Using WordPress on Azure App Service
Microsoft built its WordPress solution to take advantage of Azure best practices. The WordPress application runs in a separate virtual network from the database and backup storage, using a local Redis cache to speed up content delivery. The whole service sits behind an Azure Front Door security appliance, with static content served from Azure Blob storage. Usefully, Front Door is configured to work with the Azure Content Delivery Network, so that static content is cached near the edge of the network, with endpoints in many more places than there are Azure regions.
Billing is based on standard Azure App Service rates, and Microsoft provides guidelines on the hosting plans required for expected usage, from a single standard instance handling 120 requests per second to six production instances delivering 21,000 requests per second. You’ll also need to factor in the costs of storage, as Azure’s Managed MySQL bills separately for compute and storage. As well as running in the Azure public cloud, there’s support for its U.S. government cloud, allowing public bodies to use Azure to host their web content.
Microsoft provides guidelines on how to migrate content from existing sites to a managed Azure instance, using a common migration plugin. The free version of the All-in-One WP Migration tool works well for smaller sites, with up to 256MB of content. If you have more, use the premium version. As there’s an upload limit for WordPress on Azure App Service, you’ll need to add a configuration setting to App Service that lifts the limit from 50MB to 256MB. Alternatively, you can use File Transfer Protocol (FTP) to manually upload content from your original site to Azure, importing the SQL data using the PHP control panel. Large sites may need to use several SQL exports.
Scalable WordPress with WP Engine on Azure Kubernetes Service
An interesting alternative comes from managed WordPress provider WP Engine with its recently announced Azure offering. Currently used to run Microsoft’s own Stories news site, WP Engine’s platform has allowed Microsoft to build out its own content platform, one that became increasingly important during the peak of the COVID-19 pandemic. The two companies collaborated on a way to make the platform more scalable, integrating it with Azure’s own managed Azure Kubernetes Service (AKS) platform.
That tooling is now available for the rest of us, with WP Engine’s tools ported to run inside containers and running across multiple Azure regions, scaling with local demand. This improves security by ensuring isolation between WordPress and any other code. AKS will automatically add new worker nodes as required, with Azure’s networking services providing web application firewalls and global routing to those new containers.
It’s an option that shows the benefits of taking a cloud-native approach to more than your own code. Containerized WordPress can be managed with Azure Arc and will run on local AKS via Azure Stack HCI and other edge technologies. That means you aren’t limited to working on Azure; you can take advantage of using it to manage WordPress anywhere you have an Arc-managed Azure environment.

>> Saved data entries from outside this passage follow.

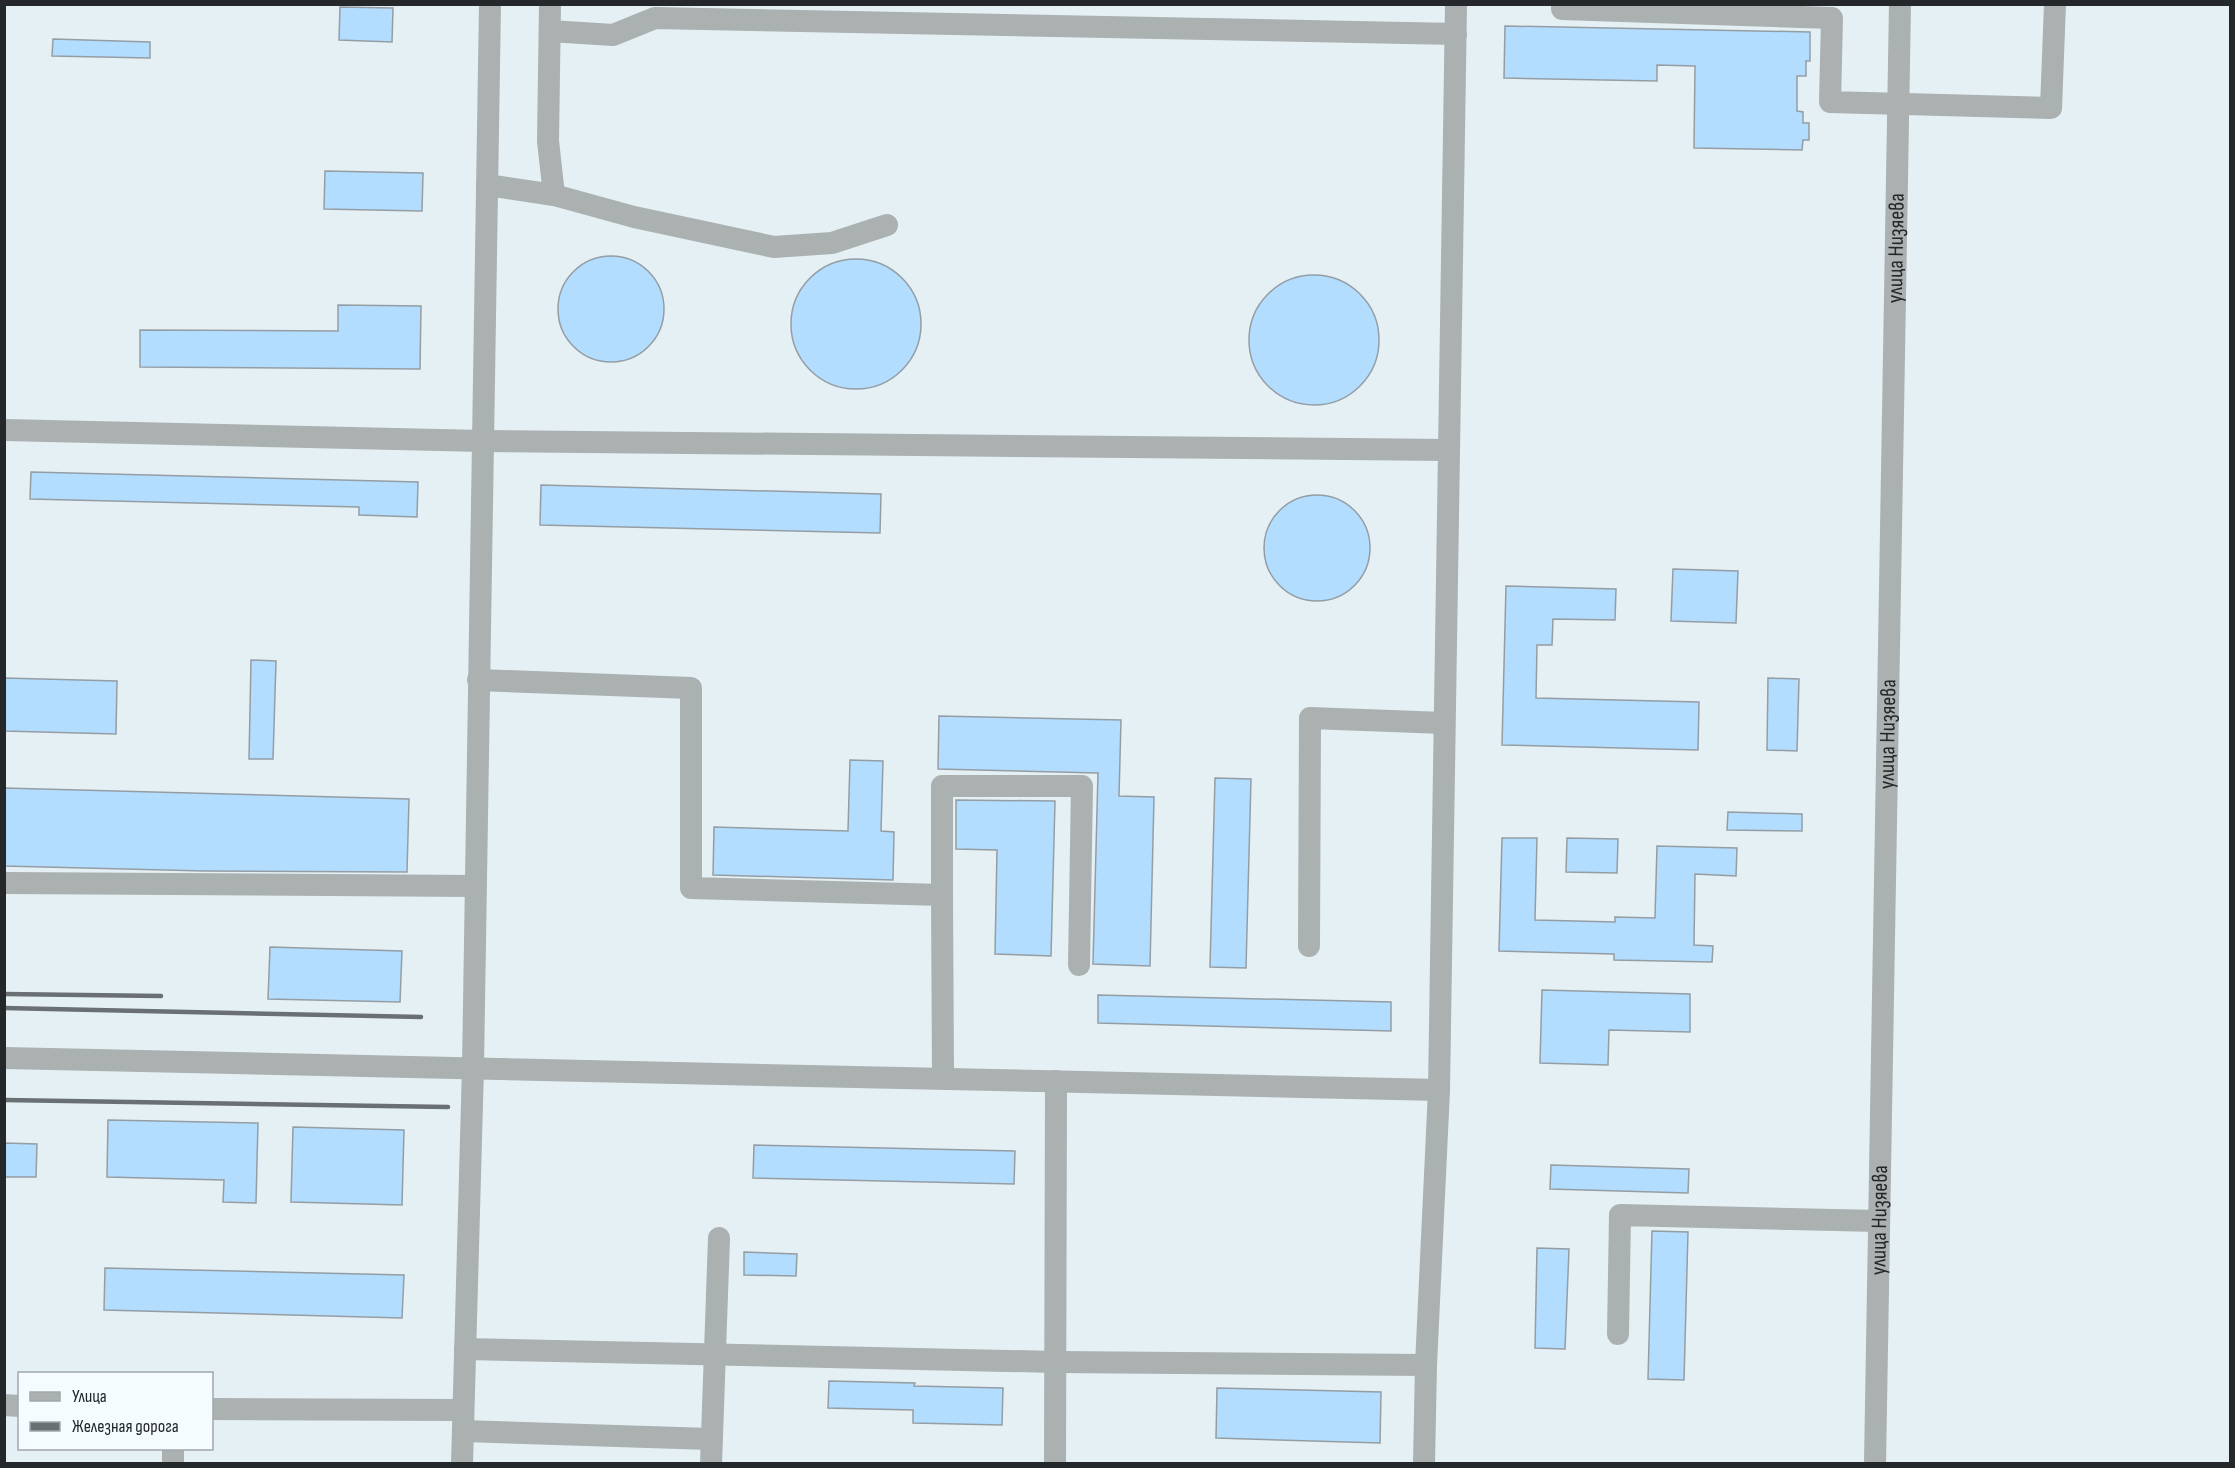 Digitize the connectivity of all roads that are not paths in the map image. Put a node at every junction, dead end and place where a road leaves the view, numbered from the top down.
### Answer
1 (490, 4) edge
2 (550, 4) edge
3 (1456, 4) edge
4 (1562, 4) edge
5 (1900, 4) edge
6 (2055, 4) edge
7 (550, 31) junction
8 (1455, 34) junction
9 (1898, 104) junction
10 (487, 185) junction
11 (554, 195) junction
12 (888, 225) dead end
13 (4, 430) edge
14 (482, 441) junction
15 (1448, 450) junction
16 (478, 680) junction
17 (1444, 723) junction
18 (4, 883) edge
19 (475, 886) junction
20 (942, 895) junction
21 (1309, 946) dead end
22 (1079, 965) dead end
23 (4, 1058) edge
24 (472, 1067) junction
25 (943, 1078) junction
26 (1056, 1081) junction
27 (1439, 1090) junction
28 (1879, 1221) junction
29 (719, 1238) dead end
30 (1618, 1334) dead end
31 (465, 1349) junction
32 (715, 1355) junction
33 (1056, 1362) junction
34 (1426, 1365) junction
35 (213, 1409) edge
36 (463, 1420) junction
37 (710, 1438) junction
38 (462, 1464) edge
39 (711, 1464) edge
40 (1055, 1464) edge
41 (1424, 1464) edge
42 (1875, 1464) edge

1 - 10 street
2 - 7 street
3 - 8 street
4 - 9 street
5 - 9 street, улица Низяева
6 - 9 street
7 - 8 street
7 - 11 street
8 - 15 street
9 - 28 street, улица Низяева
10 - 11 street
10 - 14 street
11 - 12 street
13 - 14 street
14 - 15 street
14 - 16 street
15 - 17 street
16 - 19 street
16 - 20 street
17 - 21 street
17 - 27 street
18 - 19 street
19 - 24 street
20 - 22 street
20 - 25 street
23 - 24 street
24 - 25 street
24 - 31 street
25 - 26 street
26 - 27 street
26 - 33 street
27 - 34 street
28 - 30 street
28 - 42 street, улица Низяева
29 - 32 street
31 - 32 street
31 - 36 street
32 - 33 street
32 - 37 street
33 - 34 street
33 - 40 street
34 - 41 street
35 - 36 street
36 - 37 street
36 - 38 street
37 - 39 street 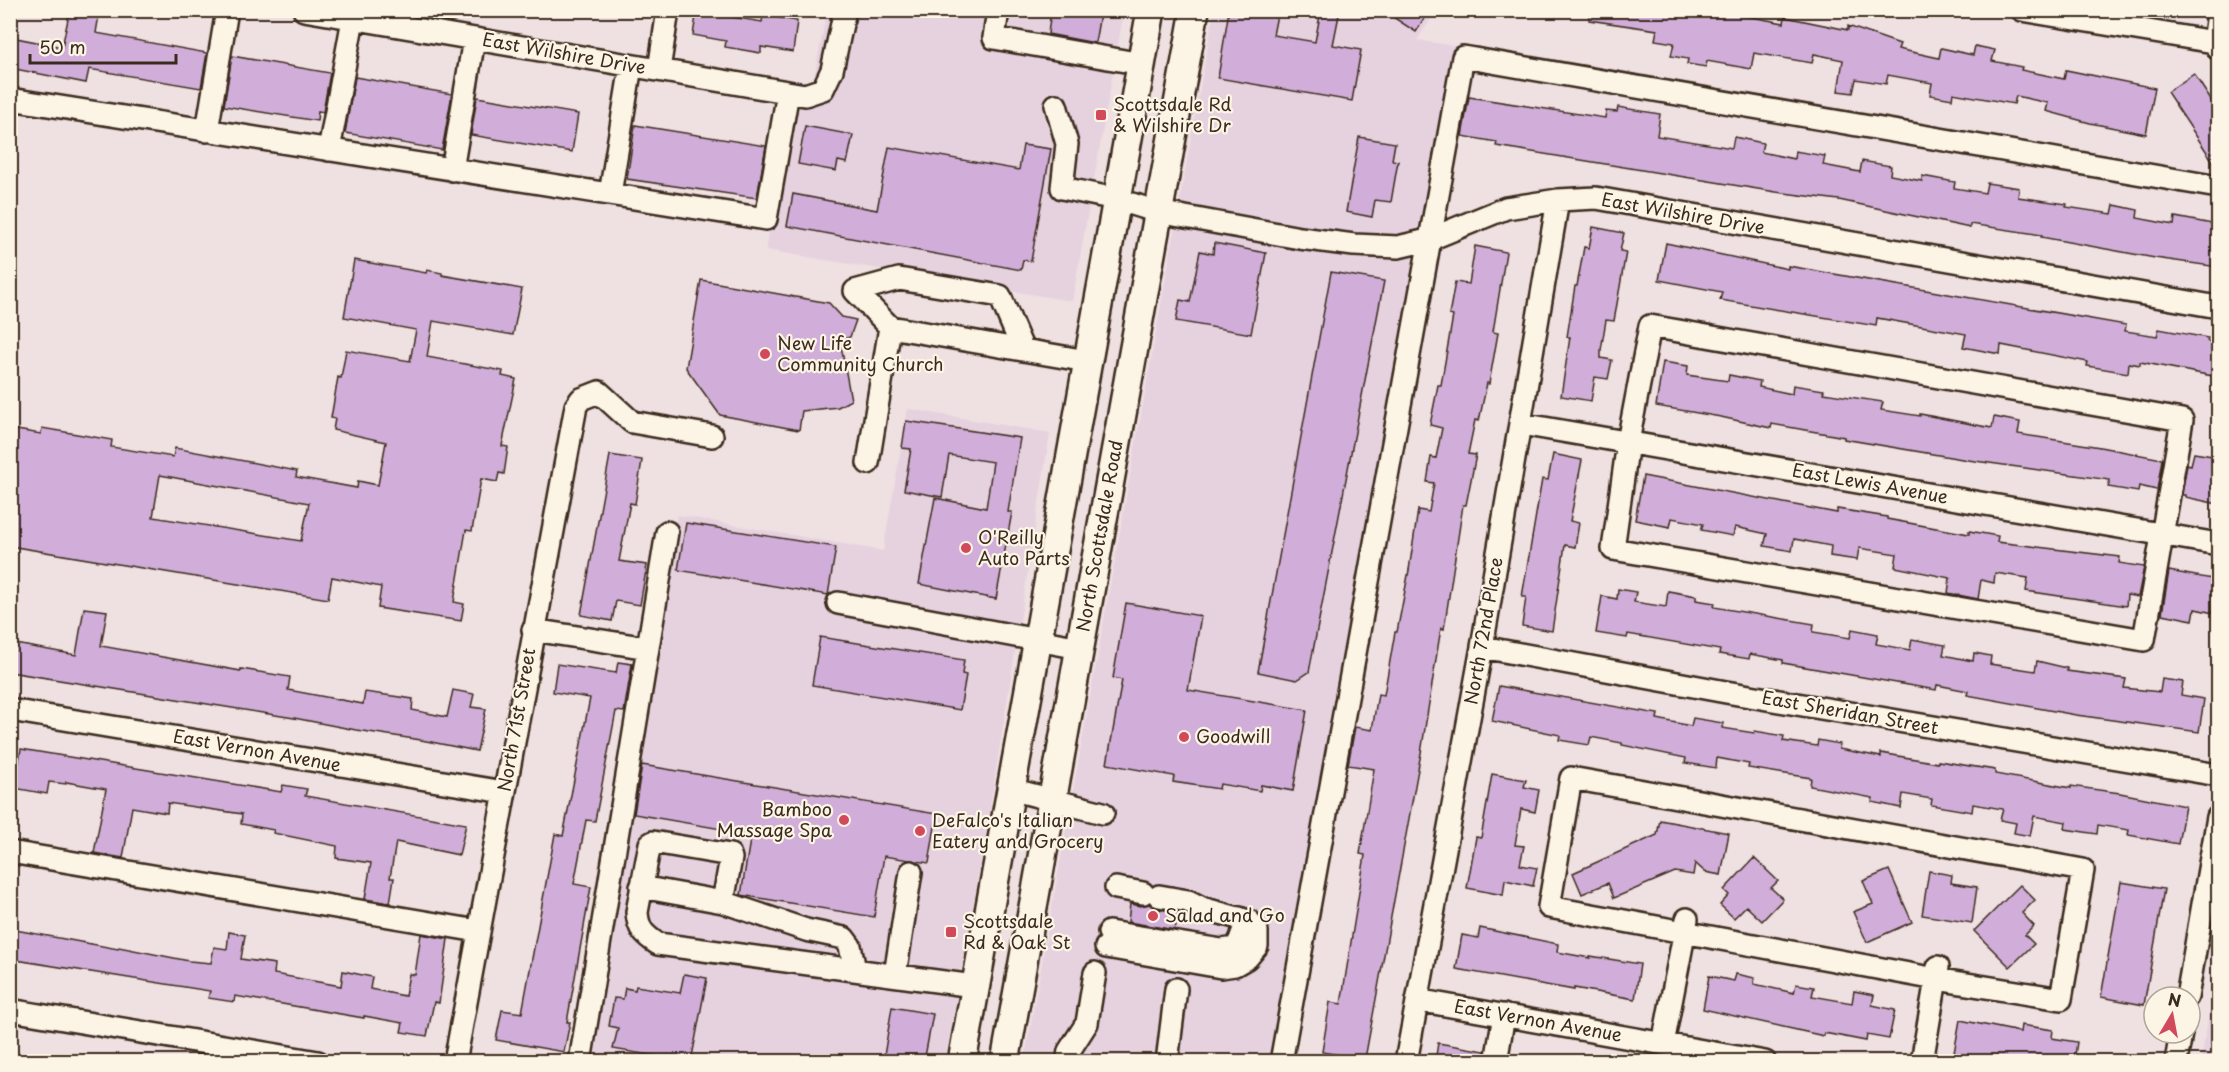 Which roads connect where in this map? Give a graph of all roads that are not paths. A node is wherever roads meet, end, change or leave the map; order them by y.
1 (227, 10) edge
2 (304, 10) edge
3 (668, 10) edge
4 (845, 10) edge
5 (998, 10) edge
6 (1151, 10) edge
7 (1196, 10) edge
8 (2022, 10) edge
9 (2218, 14) edge
10 (2077, 15) edge
11 (353, 19) junction
12 (474, 39) junction
13 (2216, 45) edge
14 (1142, 64) junction
15 (631, 66) junction
16 (659, 70) junction
17 (788, 92) junction
18 (10, 99) edge
19 (1056, 105) dead end
20 (207, 131) junction
21 (329, 150) junction
22 (452, 170) junction
23 (2218, 187) edge
24 (610, 194) junction
25 (1116, 199) junction
26 (1558, 200) junction
27 (1158, 212) junction
28 (1428, 240) junction
29 (2218, 307) edge
30 (890, 327) junction
31 (1023, 350) junction
32 (1087, 361) junction
33 (1521, 424) junction
34 (712, 436) dead end
35 (1628, 442) junction
36 (868, 463) dead end
37 (667, 532) dead end
38 (2163, 535) junction
39 (2218, 544) edge
40 (838, 603) dead end
41 (533, 630) junction
42 (1036, 641) junction
43 (1482, 647) junction
44 (648, 648) junction
45 (1080, 648) junction
46 (10, 710) edge
47 (2218, 775) edge
48 (1010, 789) junction
49 (504, 792) junction
50 (1053, 800) junction
51 (1103, 813) dead end
52 (2218, 817) edge
53 (10, 852) edge
54 (910, 872) dead end
55 (641, 887) junction
56 (1116, 888) dead end
57 (723, 902) junction
58 (1685, 925) junction
59 (478, 932) junction
60 (1107, 939) dead end
61 (855, 970) junction
62 (1095, 973) dead end
63 (1937, 973) junction
64 (895, 975) junction
65 (2189, 985) edge
66 (974, 986) junction
67 (1176, 989) dead end
68 (1417, 1000) junction
69 (10, 1010) edge
70 (1504, 1015) junction
71 (1663, 1044) junction
72 (2179, 1045) edge
73 (318, 1062) edge
74 (454, 1062) edge
75 (580, 1062) edge
76 (962, 1062) edge
77 (1005, 1062) edge
78 (1067, 1062) edge
79 (1167, 1062) edge
80 (1281, 1062) edge
81 (1406, 1062) edge
82 (1496, 1062) edge
83 (1765, 1062) edge
84 (1922, 1062) edge
85 (2176, 1062) edge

Benefits of mixing cloud isolation and a Platform as a Service approach for WordPress
Managing WordPress takes time and resources, with many unmanaged installs resulting in increased security risks for their hosts. Moving it to isolated cloud instances reduces the risks to your networks, especially if you’re using WordPress for public-facing services. Mixing cloud isolation with a Platform as a Service (PaaS) approach should result in a faster and safer way to deliver content — especially when you add a global content delivery platform.